### DATA SUPPLIED

------------------------------------------------------------

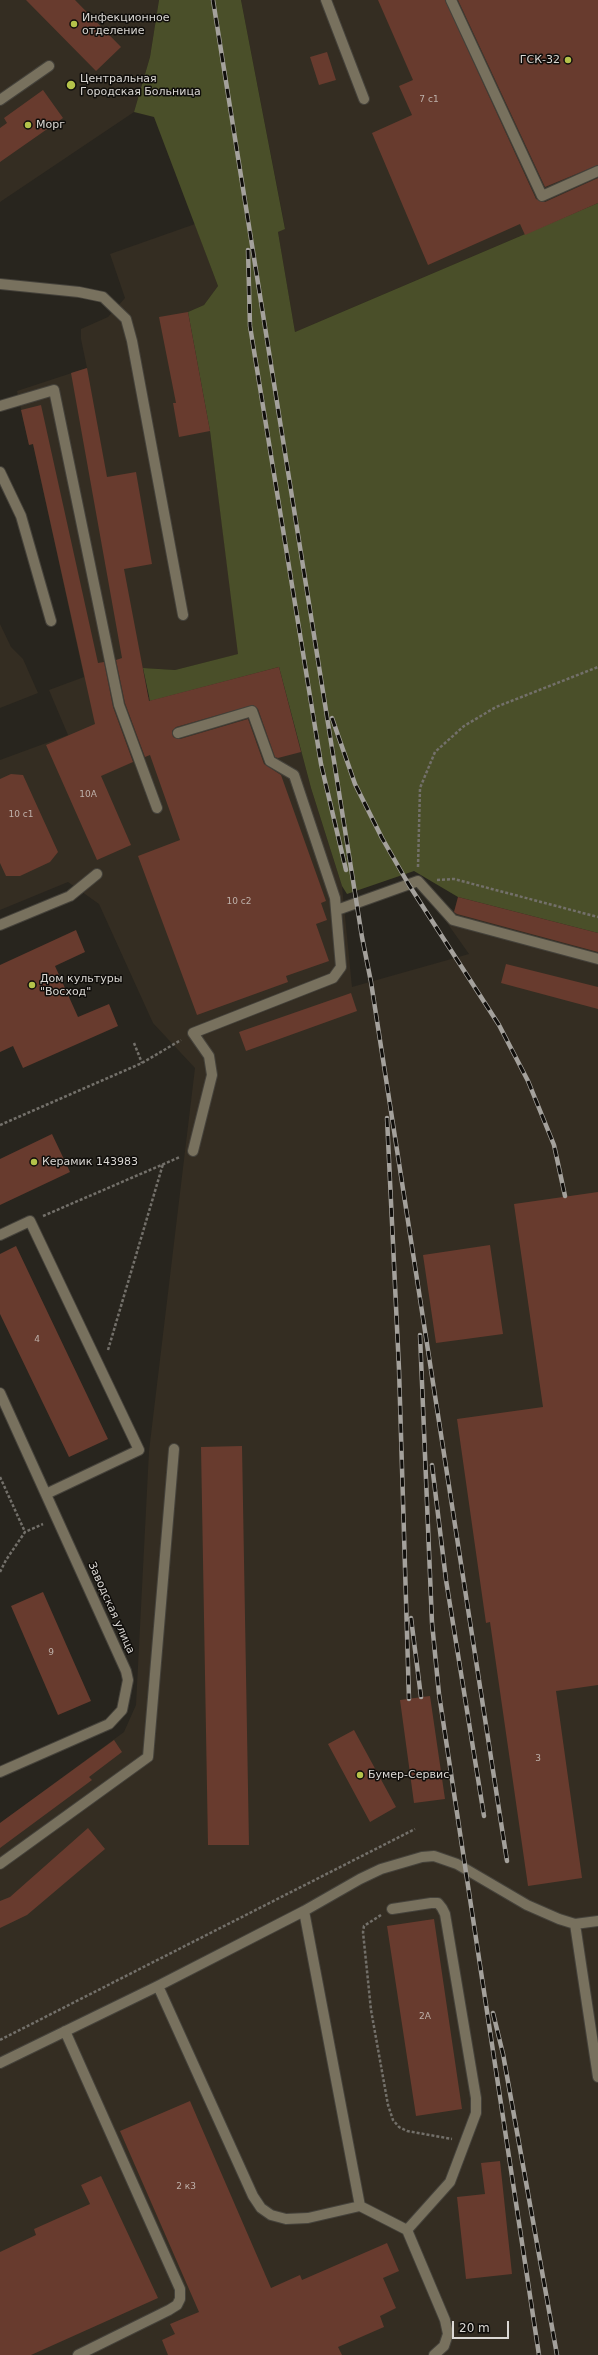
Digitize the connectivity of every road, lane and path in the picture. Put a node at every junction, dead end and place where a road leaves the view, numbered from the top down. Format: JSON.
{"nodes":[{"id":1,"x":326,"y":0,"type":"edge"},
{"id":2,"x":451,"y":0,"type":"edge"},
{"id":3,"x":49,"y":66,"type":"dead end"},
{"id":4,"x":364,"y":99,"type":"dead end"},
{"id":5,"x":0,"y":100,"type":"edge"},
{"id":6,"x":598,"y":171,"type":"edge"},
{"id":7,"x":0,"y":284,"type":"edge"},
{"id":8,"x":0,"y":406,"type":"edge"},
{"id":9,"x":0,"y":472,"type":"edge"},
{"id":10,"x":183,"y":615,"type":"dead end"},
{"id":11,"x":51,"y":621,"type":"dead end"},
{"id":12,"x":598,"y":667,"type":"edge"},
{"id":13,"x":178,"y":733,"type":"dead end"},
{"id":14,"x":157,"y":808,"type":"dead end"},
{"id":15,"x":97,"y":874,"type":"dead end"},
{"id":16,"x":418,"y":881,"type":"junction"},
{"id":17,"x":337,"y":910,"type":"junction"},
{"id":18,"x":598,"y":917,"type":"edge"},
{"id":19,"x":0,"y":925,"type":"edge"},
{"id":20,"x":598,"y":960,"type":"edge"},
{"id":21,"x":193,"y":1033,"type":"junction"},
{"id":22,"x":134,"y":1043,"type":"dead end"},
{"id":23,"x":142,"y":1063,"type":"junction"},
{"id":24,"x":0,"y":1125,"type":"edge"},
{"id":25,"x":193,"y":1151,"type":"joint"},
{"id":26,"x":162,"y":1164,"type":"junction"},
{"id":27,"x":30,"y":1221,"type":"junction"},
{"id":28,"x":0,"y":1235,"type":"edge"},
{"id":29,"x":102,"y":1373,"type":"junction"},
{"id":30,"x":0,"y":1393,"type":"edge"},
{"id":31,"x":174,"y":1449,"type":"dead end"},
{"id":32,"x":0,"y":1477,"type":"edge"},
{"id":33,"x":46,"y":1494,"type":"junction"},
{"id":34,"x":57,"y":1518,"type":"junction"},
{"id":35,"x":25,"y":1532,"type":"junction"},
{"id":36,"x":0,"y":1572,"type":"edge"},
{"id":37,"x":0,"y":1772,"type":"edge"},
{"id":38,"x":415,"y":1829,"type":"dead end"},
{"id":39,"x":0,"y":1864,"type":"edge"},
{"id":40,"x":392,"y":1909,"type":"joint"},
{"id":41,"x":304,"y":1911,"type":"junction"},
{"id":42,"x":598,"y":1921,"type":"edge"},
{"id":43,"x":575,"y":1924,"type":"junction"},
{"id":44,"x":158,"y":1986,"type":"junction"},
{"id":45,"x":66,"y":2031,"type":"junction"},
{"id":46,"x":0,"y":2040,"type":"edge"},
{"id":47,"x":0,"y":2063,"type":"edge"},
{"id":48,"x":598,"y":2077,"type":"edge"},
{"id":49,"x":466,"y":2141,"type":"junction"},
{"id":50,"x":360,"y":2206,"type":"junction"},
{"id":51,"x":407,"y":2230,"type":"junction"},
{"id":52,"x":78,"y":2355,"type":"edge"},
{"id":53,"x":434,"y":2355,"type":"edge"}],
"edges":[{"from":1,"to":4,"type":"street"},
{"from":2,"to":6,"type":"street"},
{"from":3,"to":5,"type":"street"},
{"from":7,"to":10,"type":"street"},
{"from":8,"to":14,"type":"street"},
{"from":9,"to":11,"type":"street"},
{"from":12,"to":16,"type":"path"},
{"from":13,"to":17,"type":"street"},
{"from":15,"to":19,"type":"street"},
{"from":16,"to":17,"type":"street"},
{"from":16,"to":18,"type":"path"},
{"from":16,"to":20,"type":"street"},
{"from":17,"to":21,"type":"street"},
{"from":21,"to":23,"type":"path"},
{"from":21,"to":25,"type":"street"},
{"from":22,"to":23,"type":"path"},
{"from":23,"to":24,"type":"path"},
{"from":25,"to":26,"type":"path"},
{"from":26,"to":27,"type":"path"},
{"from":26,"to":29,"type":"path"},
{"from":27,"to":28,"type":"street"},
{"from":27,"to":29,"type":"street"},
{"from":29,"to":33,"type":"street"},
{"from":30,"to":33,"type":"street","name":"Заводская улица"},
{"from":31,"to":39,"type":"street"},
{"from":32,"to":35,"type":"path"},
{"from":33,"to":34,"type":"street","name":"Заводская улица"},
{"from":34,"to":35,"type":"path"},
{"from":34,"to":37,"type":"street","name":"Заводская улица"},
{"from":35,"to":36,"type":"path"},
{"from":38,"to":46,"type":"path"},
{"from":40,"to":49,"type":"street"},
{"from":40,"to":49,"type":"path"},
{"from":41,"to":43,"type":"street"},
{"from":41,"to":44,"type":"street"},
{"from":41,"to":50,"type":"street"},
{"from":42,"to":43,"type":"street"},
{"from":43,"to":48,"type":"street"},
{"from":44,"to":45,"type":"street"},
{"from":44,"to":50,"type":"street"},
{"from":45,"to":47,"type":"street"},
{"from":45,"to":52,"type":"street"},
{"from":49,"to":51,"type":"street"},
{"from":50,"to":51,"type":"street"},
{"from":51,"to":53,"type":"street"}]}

------------------------------------------------------------

Copy each line above that has the word "Заводская".

{"from":30,"to":33,"type":"street","name":"Заводская улица"},
{"from":33,"to":34,"type":"street","name":"Заводская улица"},
{"from":34,"to":37,"type":"street","name":"Заводская улица"},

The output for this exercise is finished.